ここで、同様のプロセスで駅名が決まった、北陸新幹線金沢開業時を振り返ってみましょう。新高岡(仮称)、新黒部(仮称)の二つの駅の、JR西日本に提出された要望書の候補は以下の通りです。

・高岡万葉、万葉高岡、新高岡、高岡飛越能、飛越能高岡→新高岡
・北アルプス黒部、黒部、黒部宇奈月温泉、新黒部、にいかわ黒部→黒部宇奈月温泉

新高岡は、「万葉」「飛越能」という要素が採用されませんでした。黒部宇奈月温泉では、「北アルプス」「にいかわ」という要素が採用されず、「宇奈月温泉」という知名度の高い要素が取り入れられました。

軸となる名称がない

上記両駅の駅名候補に共通しているのは、軸となる名称が存在していた、という点です。新高岡には「高岡」、黒部宇奈月温泉には「黒部」という都市名があって、駅名候補の軸になっていました。

南越(仮称)の場合は、軸となる名称が「武生」なのか「越前」なのか「南越」なのかが定まっていません。越前市が合併後の名称で、駅が立地するのは武生市だったことが、話を複雑にしています。

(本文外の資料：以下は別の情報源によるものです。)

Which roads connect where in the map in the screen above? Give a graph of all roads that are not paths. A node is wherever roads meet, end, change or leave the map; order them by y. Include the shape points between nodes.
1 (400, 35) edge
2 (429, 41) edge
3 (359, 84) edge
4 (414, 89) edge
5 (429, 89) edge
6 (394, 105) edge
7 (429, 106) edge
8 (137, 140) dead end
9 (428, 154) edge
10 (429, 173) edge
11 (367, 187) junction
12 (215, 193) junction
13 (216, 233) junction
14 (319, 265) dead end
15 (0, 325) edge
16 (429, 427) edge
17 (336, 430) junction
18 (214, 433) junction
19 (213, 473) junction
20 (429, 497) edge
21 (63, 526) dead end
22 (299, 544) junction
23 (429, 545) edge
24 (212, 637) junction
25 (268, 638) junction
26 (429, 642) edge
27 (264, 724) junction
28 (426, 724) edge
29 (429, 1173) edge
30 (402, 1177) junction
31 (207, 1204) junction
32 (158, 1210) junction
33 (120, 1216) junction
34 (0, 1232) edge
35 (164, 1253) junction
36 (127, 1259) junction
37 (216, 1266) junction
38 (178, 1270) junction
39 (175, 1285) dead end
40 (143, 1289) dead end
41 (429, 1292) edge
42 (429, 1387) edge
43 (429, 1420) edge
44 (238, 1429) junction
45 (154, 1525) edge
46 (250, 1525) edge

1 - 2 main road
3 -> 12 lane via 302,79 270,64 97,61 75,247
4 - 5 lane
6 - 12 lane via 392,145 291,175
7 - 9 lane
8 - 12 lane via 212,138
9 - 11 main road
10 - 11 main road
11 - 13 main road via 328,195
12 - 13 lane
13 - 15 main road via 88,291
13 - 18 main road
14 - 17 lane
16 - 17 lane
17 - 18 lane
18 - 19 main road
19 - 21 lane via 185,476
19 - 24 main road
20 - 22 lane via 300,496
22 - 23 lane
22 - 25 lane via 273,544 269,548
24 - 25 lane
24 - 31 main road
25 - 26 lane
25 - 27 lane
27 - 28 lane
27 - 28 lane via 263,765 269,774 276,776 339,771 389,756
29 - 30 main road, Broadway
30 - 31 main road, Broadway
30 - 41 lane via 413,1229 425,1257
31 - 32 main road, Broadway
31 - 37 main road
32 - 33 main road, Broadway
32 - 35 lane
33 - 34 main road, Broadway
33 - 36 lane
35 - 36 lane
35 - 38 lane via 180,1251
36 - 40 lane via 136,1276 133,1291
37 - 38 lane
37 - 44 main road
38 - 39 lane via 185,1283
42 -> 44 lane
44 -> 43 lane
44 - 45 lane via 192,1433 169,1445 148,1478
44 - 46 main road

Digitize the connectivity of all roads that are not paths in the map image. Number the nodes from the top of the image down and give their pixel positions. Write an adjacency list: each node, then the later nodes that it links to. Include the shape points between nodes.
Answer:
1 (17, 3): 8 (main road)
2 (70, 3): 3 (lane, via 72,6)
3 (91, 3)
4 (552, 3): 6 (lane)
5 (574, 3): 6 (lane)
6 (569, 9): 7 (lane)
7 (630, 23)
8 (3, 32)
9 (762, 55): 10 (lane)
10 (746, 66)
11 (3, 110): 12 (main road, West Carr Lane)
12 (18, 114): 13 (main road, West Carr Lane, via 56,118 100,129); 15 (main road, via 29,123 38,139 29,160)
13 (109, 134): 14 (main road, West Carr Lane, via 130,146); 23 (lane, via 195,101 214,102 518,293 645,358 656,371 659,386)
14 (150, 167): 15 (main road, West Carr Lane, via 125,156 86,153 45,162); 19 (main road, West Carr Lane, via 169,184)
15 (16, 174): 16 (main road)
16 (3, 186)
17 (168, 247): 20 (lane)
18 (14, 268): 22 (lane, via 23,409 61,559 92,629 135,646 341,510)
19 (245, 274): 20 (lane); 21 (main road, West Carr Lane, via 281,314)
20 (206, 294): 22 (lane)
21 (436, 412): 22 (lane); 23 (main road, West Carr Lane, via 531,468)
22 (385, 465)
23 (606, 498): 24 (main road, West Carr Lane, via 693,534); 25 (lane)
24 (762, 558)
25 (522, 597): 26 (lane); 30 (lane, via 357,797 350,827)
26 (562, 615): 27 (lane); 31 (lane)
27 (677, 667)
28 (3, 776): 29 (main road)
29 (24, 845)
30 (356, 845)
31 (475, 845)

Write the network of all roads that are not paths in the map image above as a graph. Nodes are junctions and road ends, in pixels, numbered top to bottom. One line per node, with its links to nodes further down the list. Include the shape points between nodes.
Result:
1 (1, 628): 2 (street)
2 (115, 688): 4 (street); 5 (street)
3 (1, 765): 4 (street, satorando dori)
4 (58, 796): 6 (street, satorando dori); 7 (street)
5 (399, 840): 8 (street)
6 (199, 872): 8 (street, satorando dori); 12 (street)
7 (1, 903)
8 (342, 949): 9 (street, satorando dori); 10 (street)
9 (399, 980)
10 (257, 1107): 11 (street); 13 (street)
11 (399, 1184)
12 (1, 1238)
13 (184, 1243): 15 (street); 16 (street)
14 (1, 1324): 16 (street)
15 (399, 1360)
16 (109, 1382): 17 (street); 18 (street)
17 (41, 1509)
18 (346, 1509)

さらにいえば、「越前市」が誕生する際に、合併新市が隣接自治体(越前町)と同じ自治体名にすることに異論が強かったことも、話をさらに複雑にしているようです。

軸がない以上、複数の地名をあわせて最大公約数を探るしかありません。となると、現都市名(越前市)と隣接自治体名(越前町、南越前町)、旧都市名(武生市)を組み合わせた「越前武生」が、周辺の自治体や旧武生市民の意向も含めて、丸く収めやすそうな印象です。

最終決定をするJR西日本も、禍根が残るのを避けたがりますので、周辺自治体の意見も含めて最大公約数を求めるでしょう。つまり、福井鉄道が了承するという条件付きですが、「越前武生」がやはり最有力に思えます。